“Deixar Israel” (Tempos de Israel)

Michael Laitman, no The Times of Israel: “Deixar Israel

Os resultados da eleição israelense tiveram um efeito colateral interessante: israelenses insatisfeitos, presumivelmente do lado esquerdo do mapa político, começaram a explorar a possibilidade de “deixar” Israel. Eles criaram grupos no Facebook com títulos como “Deixar o País Juntos”, onde debatem para onde ir.

Aparentemente, há mais do que apenas falar sobre o assunto. Essa manhã, a Autoridade de População e Imigração de Israel publicou uma atualização (em hebraico) de seu anúncio de que “devido à alta demanda de renovação de passaporte, cidadãos israelenses com passaporte estrangeiro poderão deixar o país com passaporte estrangeiro”.

Por um lado, acho bom que as pessoas não sejam indiferentes. Por outro lado, não creio que exista em qualquer lugar fora de Israel o fenômeno de deixar a pátria, “abandoná-la” por insatisfação com a escolha da maioria do povo em uma eleição livre e democrática. Mas Israel é de fato um país livre; se eles querem deixar de estar aqui, não tenho nenhuma objeção.

Talvez seja um traço judaico, uma obstinação característica que faz com que as pessoas sintam que, se as coisas não acontecerem do jeito delas, elas se afastarão. Ao mesmo tempo, esse mesmo fenômeno não existe quando acontece o contrário, quando a esquerda vence a eleição.

Outro fenômeno interessante, que pode não ser exclusivo dos israelenses, são as duras críticas à sua pátria enquanto mora lá e à falta dela quando mora no exterior. Fica claro ao ver como os israelenses criticam o governo, a polícia, o sistema de justiça, o sistema educacional e basicamente todas as instituições em que se pode pensar quando se vive em Israel, enquanto elogiam essas mesmas instituições quando essa mesma pessoa israelense se mudou para o exterior.

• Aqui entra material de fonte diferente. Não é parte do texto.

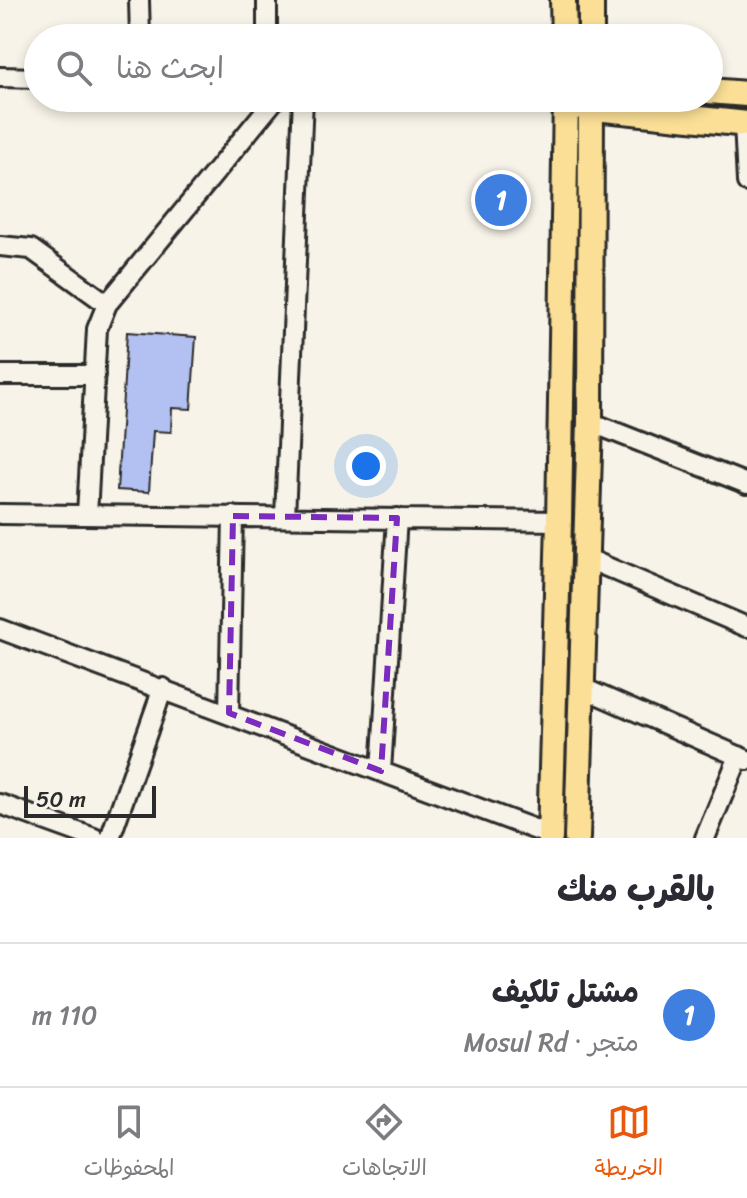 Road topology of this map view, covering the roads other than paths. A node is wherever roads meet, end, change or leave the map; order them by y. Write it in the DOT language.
graph roads {
  1 [pos="139,0"];
  2 [pos="267,0"];
  3 [pos="563,0"];
  4 [pos="591,0"];
  5 [pos="140,24"];
  6 [pos="267,24"];
  7 [pos="564,24"];
  8 [pos="591,24"];
  9 [pos="0,77"];
  10 [pos="24,78"];
  11 [pos="723,92"];
  12 [pos="747,94"];
  13 [pos="265,112"];
  14 [pos="302,112"];
  15 [pos="566,112"];
  16 [pos="591,112"];
  17 [pos="660,112"];
  18 [pos="745,123"];
  19 [pos="747,182"];
  20 [pos="0,246"];
  21 [pos="107,304"];
  22 [pos="0,375"];
  23 [pos="95,375"];
  24 [pos="590,422"];
  25 [pos="747,484"];
  26 [pos="0,514"];
  27 [pos="87,515"];
  28 [pos="233,516"];
  29 [pos="285,517"];
  30 [pos="397,518"];
  31 [pos="559,521"];
  32 [pos="586,558"];
  33 [pos="747,627"];
  34 [pos="0,629"];
  35 [pos="163,688"];
  36 [pos="583,688"];
  37 [pos="229,713"];
  38 [pos="743,758"];
  39 [pos="381,771"];
  40 [pos="0,804"];
  41 [pos="550,837"];
  42 [pos="94,838"];
  43 [pos="110,838"];
  44 [pos="577,838"];
  45 [pos="705,838"];
  1 -- 5 [label="street"];
  2 -- 6 [label="street"];
  3 -- 7 [label="main road"];
  4 -- 8 [label="main road"];
  9 -- 10 [label="street"];
  11 -- 12 [label="main road"];
  13 -- 21 [label="street"];
  14 -- 29 [label="street"];
  15 -- 31 [label="main road"];
  16 -- 24 [label="main road"];
  17 -- 18 [label="main road"];
  18 -- 19 [label="street"];
  20 -- 21 [label="street"];
  21 -- 23 [label="street"];
  22 -- 23 [label="street"];
  23 -- 27 [label="street"];
  24 -- 25 [label="street"];
  24 -- 32 [label="main road"];
  26 -- 27 [label="street"];
  27 -- 28 [label="street"];
  28 -- 29 [label="street"];
  28 -- 37 [label="street"];
  29 -- 30 [label="street"];
  30 -- 31 [label="street"];
  30 -- 39 [label="street"];
  31 -- 41 [label="main road"];
  32 -- 33 [label="street"];
  32 -- 36 [label="main road"];
  34 -- 35 [label="street"];
  35 -- 37 [label="street"];
  35 -- 43 [label="street"];
  36 -- 38 [label="street"];
  36 -- 44 [label="main road"];
  37 -- 39 [label="street"];
  38 -- 45 [label="street"];
  39 -- 41 [label="street"];
  40 -- 42 [label="street"];
}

Eu posso entender por que as pessoas de esquerda vão embora quando as coisas não acontecem do jeito delas. De um modo geral, a direita se esforça para unir a sociedade israelense, enquanto a esquerda se esforça para controlá-la. Quando as pessoas de esquerda não estão no controle, fica muito difícil para elas ficarem aqui. Se elas desistem de toda esperança de recuperar o controle, elas desistem. É quando elas vão embora.

Do ponto de vista do mundo, acho que é melhor assim porque se os judeus não querem se unir, é melhor para eles e melhor para o mundo que eles não estejam juntos e nem em Israel. O ódio entre esquerda e direita em Israel é tão profundo que parece impossível superá-lo.

No entanto, o ódio entre nós é exatamente o que devemos superar. Se o usarmos corretamente, nos elevarmos e nos unirmos, nos tornaremos uma nação modelo, um símbolo de unidade que o mundo abraçará. Ainda assim, quem de nós entende isso? Muito poucos, lamentavelmente.

Antes de entendermos que o ódio não é dado por si mesmo, mas como base para construir uma unidade mais forte acima dele, não seremos capazes de preencher as lacunas entre nós. Como já podemos ver, nem poderemos compartilhar o mesmo país.

No entanto, nem o Estado de Israel nem os judeus no exterior serão capazes de resolver seus problemas antes que percebamos que devemos transcender nosso ódio. Não pode haver amor sem ódio porque o ódio é o motivo para nutrir o amor. É por isso que o Rei Salomão disse: “O ódio suscita contendas, e o amor cobre todos os crimes” (Pv 10:12). Esta é a fórmula da paz, a fórmula da unidade e o único princípio que deve guiar nossas ações.